First, the Fed notes, it has kept rates low to stimulate borrowing;
second, it has created a wealth effect by encouraging savers to move
money from certificates of deposit and low-yielding bonds into riskier
assets like equities. Third, it depressed the value of the dollar,
stimulating export growth. All of these channels worked to some
extent, says Vlasenko, who discussed the research with me by phone
last week. "What we say is that there is another channel affecting the
economy, which is that as you keep rates low for a very long time, you
deprive those who save of their interest income."

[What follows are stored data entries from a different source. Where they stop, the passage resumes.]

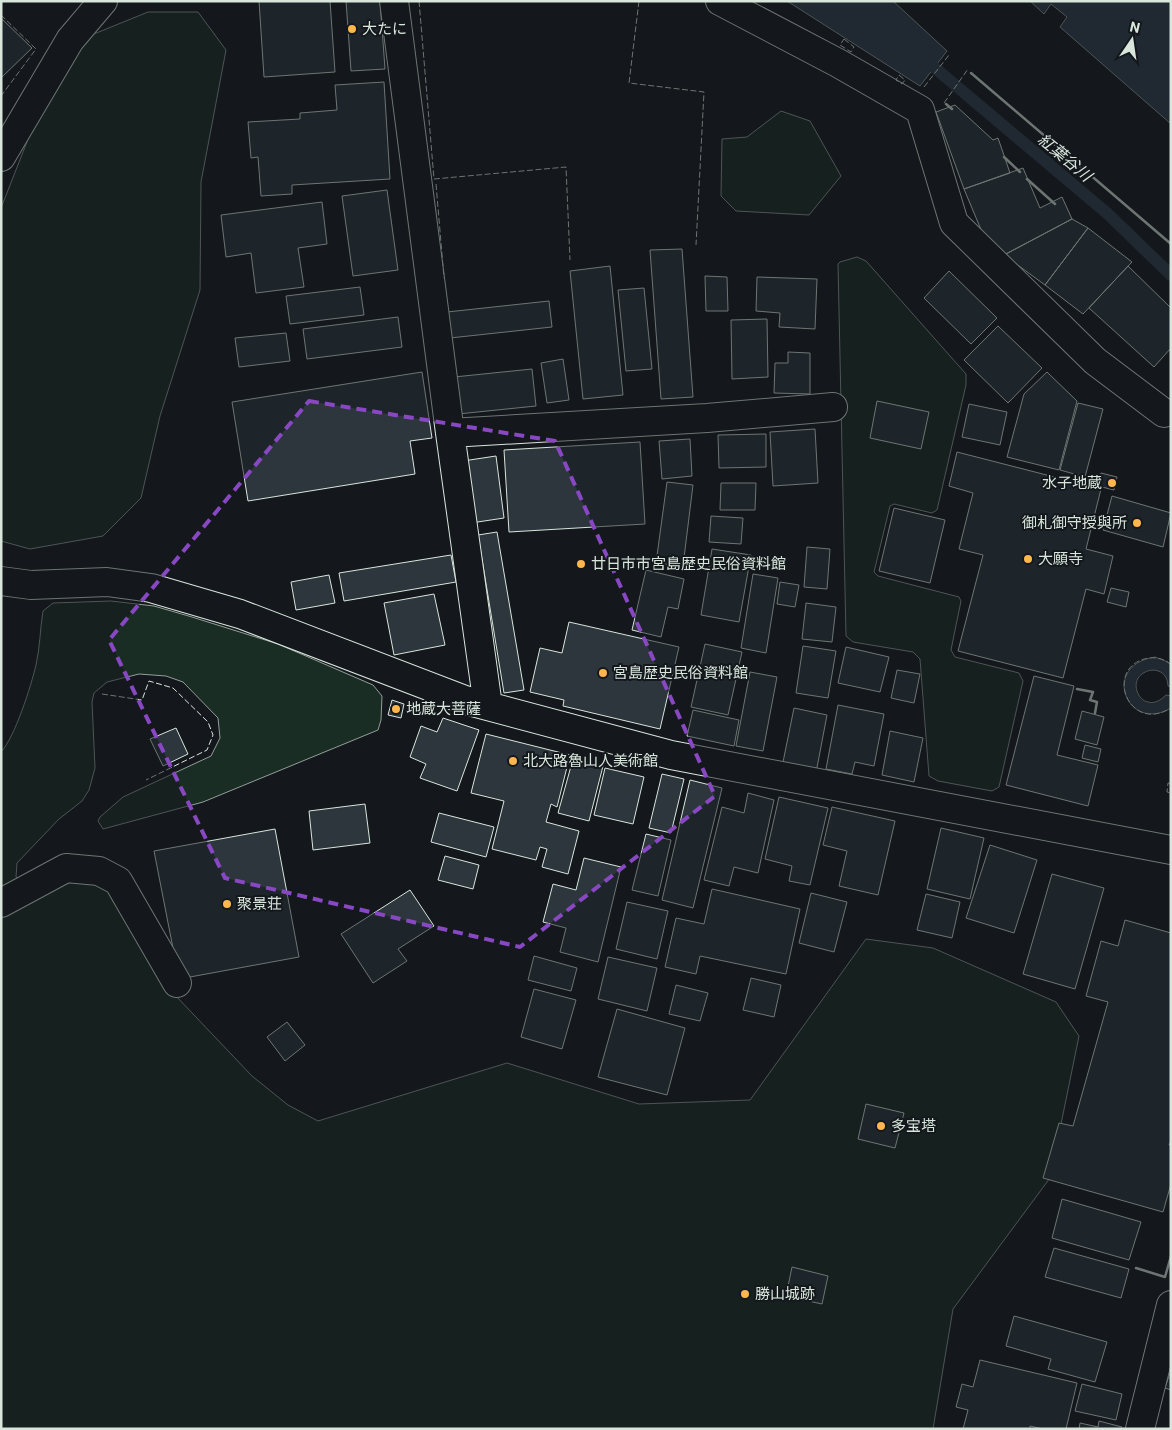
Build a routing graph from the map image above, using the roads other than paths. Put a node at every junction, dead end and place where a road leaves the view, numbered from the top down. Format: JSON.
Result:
{"nodes":[{"id":1,"x":103,"y":1,"type":"edge"},
{"id":2,"x":394,"y":1,"type":"edge"},
{"id":3,"x":720,"y":1,"type":"edge"},
{"id":4,"x":1,"y":157,"type":"edge"},
{"id":5,"x":833,"y":407,"type":"dead end"},
{"id":6,"x":1164,"y":413,"type":"dead end"},
{"id":7,"x":450,"y":433,"type":"junction"},
{"id":8,"x":1,"y":581,"type":"edge"},
{"id":9,"x":488,"y":706,"type":"junction"},
{"id":10,"x":1171,"y":850,"type":"edge"},
{"id":11,"x":1,"y":903,"type":"edge"},
{"id":12,"x":177,"y":983,"type":"dead end"},
{"id":13,"x":1171,"y":1305,"type":"edge"},
{"id":14,"x":1140,"y":1429,"type":"edge"}],
"edges":[{"from":1,"to":4,"type":"street"},
{"from":2,"to":7,"type":"street"},
{"from":3,"to":6,"type":"street"},
{"from":5,"to":7,"type":"street"},
{"from":7,"to":9,"type":"street"},
{"from":8,"to":9,"type":"street"},
{"from":9,"to":10,"type":"street"},
{"from":11,"to":12,"type":"street"},
{"from":13,"to":14,"type":"street"}]}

Looking at Treasury yields on the first anniversary of nine
business-cycle expansions and comparing them to yields as of June
2010, Ford and Vlasenko found last year's were five percentage points
lower than normal. Each percentage point in lost yield cost $52
billion in consumption, they calculated, assuming $9.9 trillion in
interest-rate-sensitive assets. Total lost interest was $99 billion;
subtracting 25% for taxes left $74 billion. The analysts assume that
70% of that would have been spent on consumption. If the holdings of
life-insurance companies and private pension funds are added,
interest-sensitive assets balloon to $18.8 trillion and consequent
consumption losses rise to $587 billion.
One reason the Fed's actions might not be boosting jobs growth,
Vlasenko says, is that borrowing is off, as banks and individuals have
become considerably more cautious. "They don't want a repeat of what
just happened," she adds. Her analysis of the Fed's flow-of-funds data
indicates that there hasn't been a significant shift of money from
bonds and certificates of deposit into stocks. The Fed would argue
that inflows into bonds are a positive consequence of its action.

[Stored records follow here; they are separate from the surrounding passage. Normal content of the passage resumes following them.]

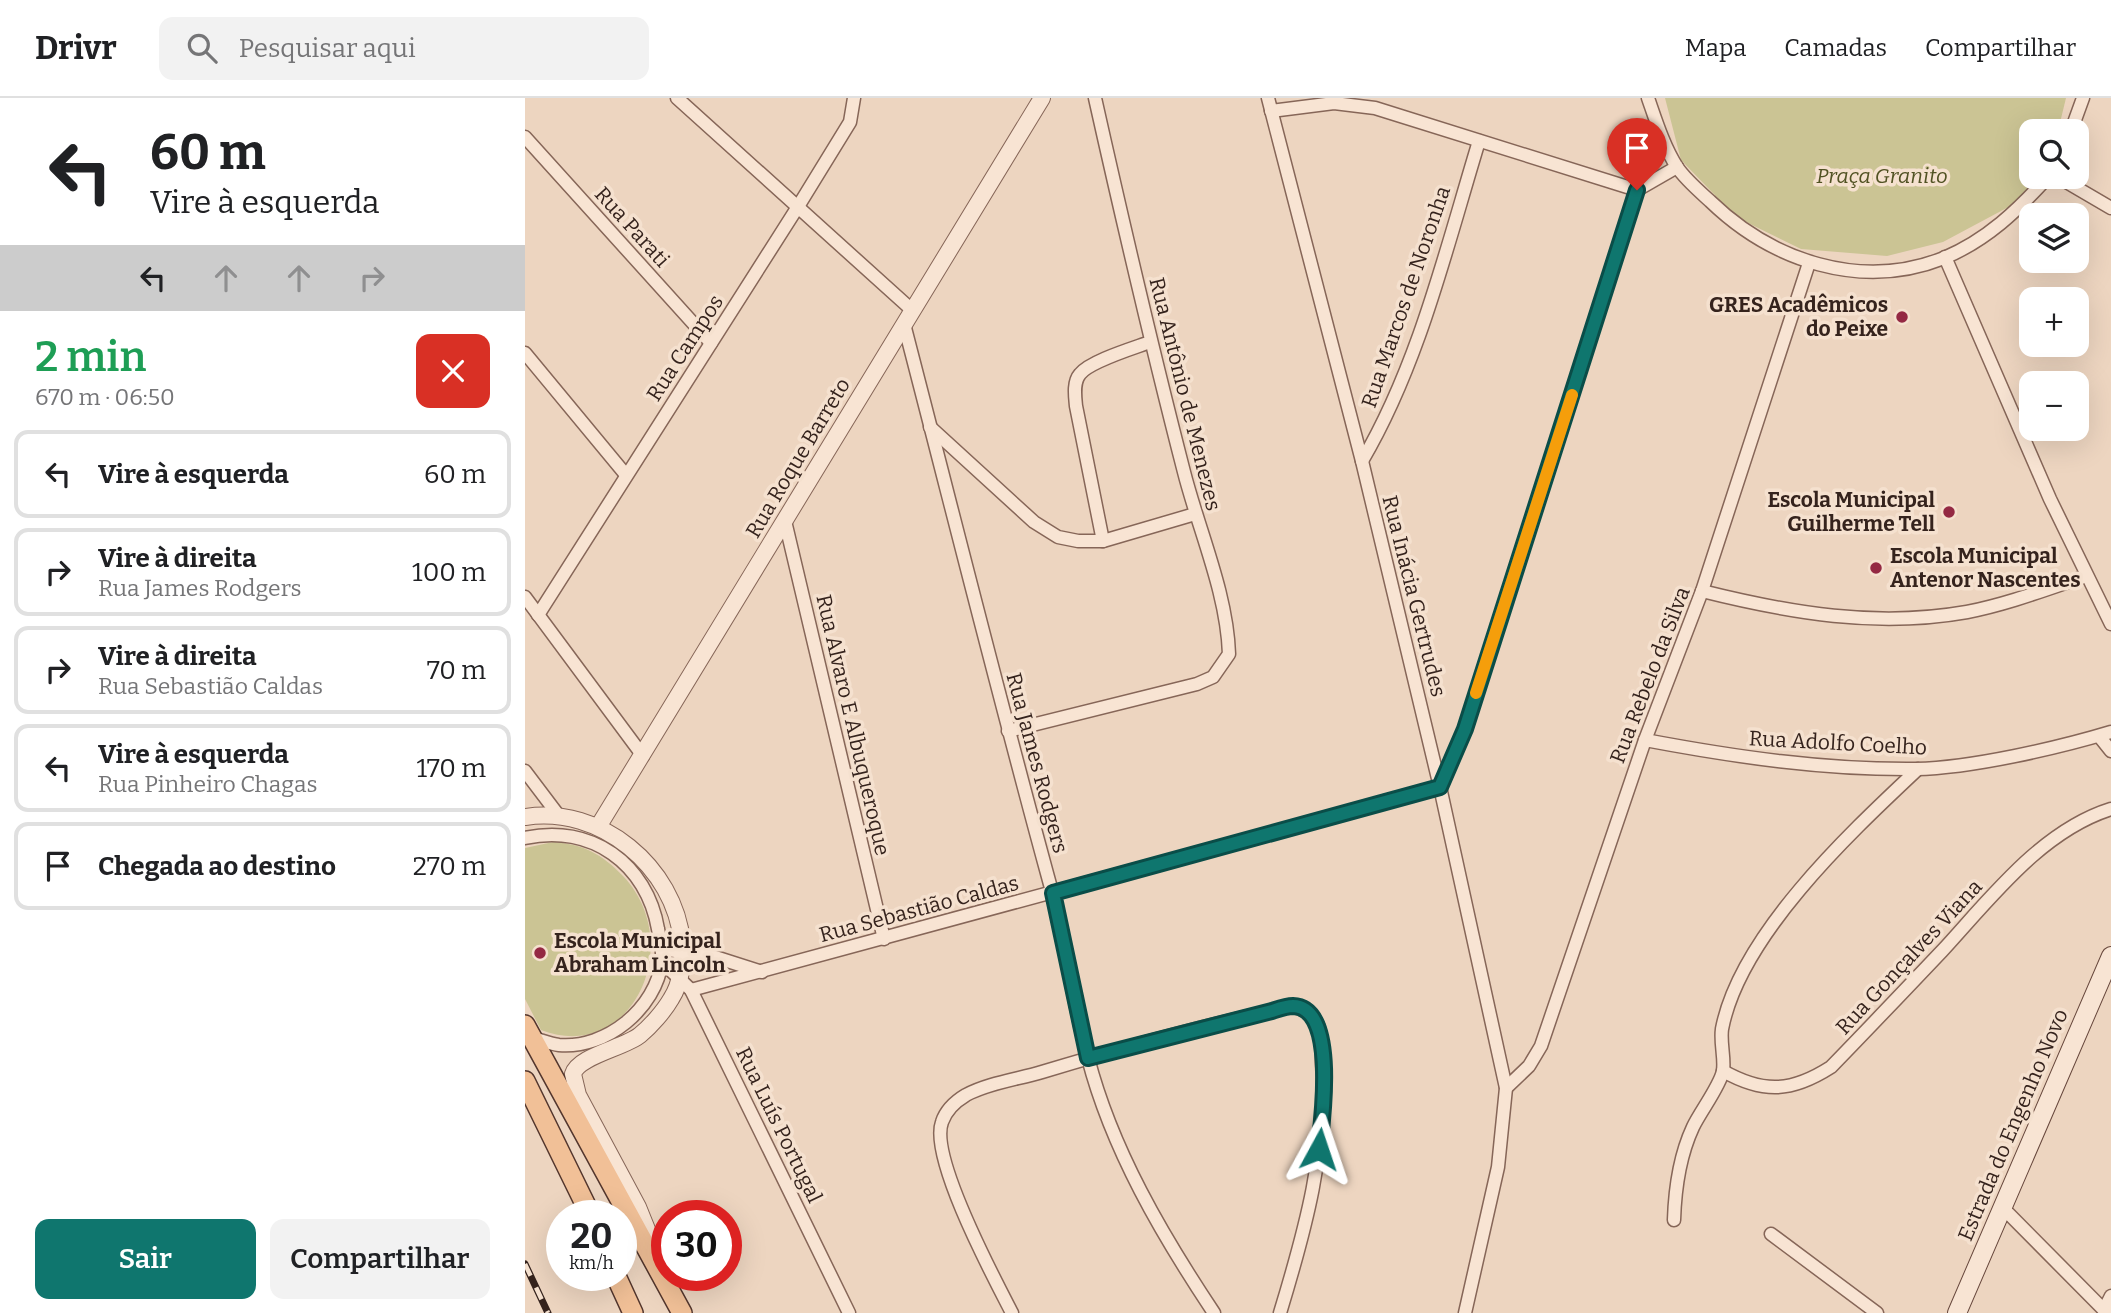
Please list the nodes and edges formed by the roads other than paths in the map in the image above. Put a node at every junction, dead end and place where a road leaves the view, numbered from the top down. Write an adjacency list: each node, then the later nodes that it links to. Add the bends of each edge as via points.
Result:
1 (677, 98): 15 (street)
2 (854, 98): 15 (street, Rua Campos, via 850,122)
3 (1042, 98): 19 (street, Rua Roque Barreto)
4 (1094, 98): 21 (street, Rua Antônio de Menezes)
5 (1648, 98): 11 (street)
6 (2083, 98): 8 (street)
7 (1270, 104): 10 (street, via 1375,108); 24 (street, Rua Inácia Gertrudes)
8 (2075, 119)
9 (525, 137): 20 (street, Rua Parati)
10 (1479, 141): 14 (street); 24 (street, Rua Marcos de Noronha, via 1412,355 1389,413)
11 (1677, 167): 14 (street); 18 (street, via 1751,235)
12 (2036, 189): 17 (street, via 1984,237)
13 (2079, 189): 16 (street)
14 (1637, 190): 41 (street, via 1465,729)
15 (799, 205): 19 (street); 20 (street, Rua Campos)
16 (2111, 208)
17 (1945, 257): 18 (street, via 1889,272); 29 (street)
18 (1809, 263): 30 (street, Rua Rebelo da Silva)
19 (908, 317): 23 (street, Rua James Rodgers); 27 (street, Rua Roque Barreto)
20 (711, 342): 25 (street, Rua Campos)
21 (1150, 342): 26 (street, Rua Antônio de Menezes); 28 (street, via 1091,366 1079,374 1075,388)
22 (525, 353): 25 (street)
23 (929, 426): 28 (street, via 1034,522 1058,537); 34 (street, Rua James Rodgers)
24 (1362, 461): 41 (street, Rua Inácia Gertrudes)
25 (626, 475): 32 (street, Rua Campos)
26 (1195, 514): 28 (street); 34 (street, Rua Antônio de Menezes, via 1218,591 1229,654 1213,677)
27 (785, 521): 38 (street, Rua Roque Barreto); 48 (street, Rua Alvaro E Albuqueroque)
28 (1103, 541)
29 (2086, 576): 30 (street, via 1968,612 1907,619 1847,619 1786,611); 33 (street)
30 (1702, 591): 36 (street, Rua Rebelo da Silva)
31 (525, 597): 32 (street)
32 (538, 615): 38 (street)
33 (2111, 624)
34 (1008, 731): 47 (street, Rua James Rodgers)
35 (2105, 734): 37 (street); 39 (street, Rua Adolfo Coelho)
36 (1645, 740): 39 (street, Rua Adolfo Coelho, via 1797,764); 58 (street, Rua Rebelo da Silva, via 1541,1046 1529,1066)
37 (2111, 751)
38 (643, 756): 45 (street, Rua Roque Barreto)
39 (1918, 769): 56 (street, via 1859,824 1766,937 1731,1001 1722,1028)
40 (525, 771): 43 (street)
41 (1440, 787): 47 (street, Rua Sebastião Caldas); 58 (street, Rua Inácia Gertrudes)
42 (2111, 809): 56 (street, Rua Gonçalves Viana, via 2061,833 2000,889 1831,1067 1807,1082 1775,1088 1746,1084)
43 (559, 816): 44 (street); 45 (street)
44 (525, 817)
45 (595, 834): 46 (street); 49 (street, via 631,848 662,884 680,926); 50 (street, via 646,887)
46 (525, 838)
47 (1053, 893): 48 (street, Rua Sebastião Caldas); 55 (street, Rua James Rodgers)
48 (884, 939): 52 (street, Rua Sebastião Caldas)
49 (683, 952): 50 (street); 52 (street); 53 (street)
50 (662, 955): 53 (street, Rua Luís Portugal); 54 (street, via 652,991 624,1025 580,1044 557,1045)
51 (2111, 956): 60 (main road, Estrada do Engenho Novo)
52 (762, 972): 53 (street, Rua Sebastião Caldas)
53 (686, 984): 63 (street, via 641,1034 579,1063 573,1074 578,1095); 71 (street, Rua Luís Portugal)
54 (529, 1031): 64 (main road)
55 (1088, 1058): 72 (street, via 967,1094 949,1108 941,1123 940,1140 964,1213); 73 (street, Rua James Rodgers, via 1107,1118 1136,1180 1177,1257); 74 (street, via 1293,1006 1313,1017 1321,1044 1324,1091 1319,1149 1306,1225)
56 (1723, 1071): 61 (street, via 1681,1161)
57 (525, 1081): 59 (main road)
58 (1506, 1088): 75 (street, Rua Inácia Gertrudes, via 1498,1167)
59 (583, 1200)
60 (2001, 1206): 68 (street); 77 (main road, Estrada do Engenho Novo)
61 (1674, 1220)
62 (1772, 1234): 76 (street)
63 (651, 1238)
64 (651, 1255)
65 (623, 1291): 69 (main road)
66 (670, 1291): 70 (main road)
67 (2111, 1296): 68 (street)
68 (2106, 1311)
69 (633, 1313)
70 (682, 1313)
71 (849, 1313)
72 (1012, 1313)
73 (1214, 1313)
74 (1280, 1313)
75 (1465, 1313)
76 (1877, 1313)
77 (1957, 1313)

Vlasenko says that savings accounts during the most recent quarter
have grown slightly from the second quarter of 2010. Money-market
holdings were higher; investments in corporate bonds and Treasuries
were about the same, and municipal-bond holdings were up.
Money continues to leave equity mutual funds, contradicting the Fed's
assertion. Some of the reluctance to dive into equities might be due
to perceptions that the market is richly valued. Continued risk
aversion most likely is part of the reason too, says Vlasenko.
It is impossible to know where interest rates and the economy would
have been absent the Fed's $2 trillion of asset purchases, known as
quantitative easing. But the research institute's paper assumes that
the lower the rates, the larger the negative impact on consumption.
Back in 2008 and '09, the risk premium demanded by skittish investors
pushed bond spreads to very high levels, and the absence of liquidity
froze the asset-backed market. The Fed's easing was the lubricant that
started the wheels turning again. Whether the Fed should now reverse
course and begin to reward savers is a debate worth having. The
research group's paper is an excellent place to start.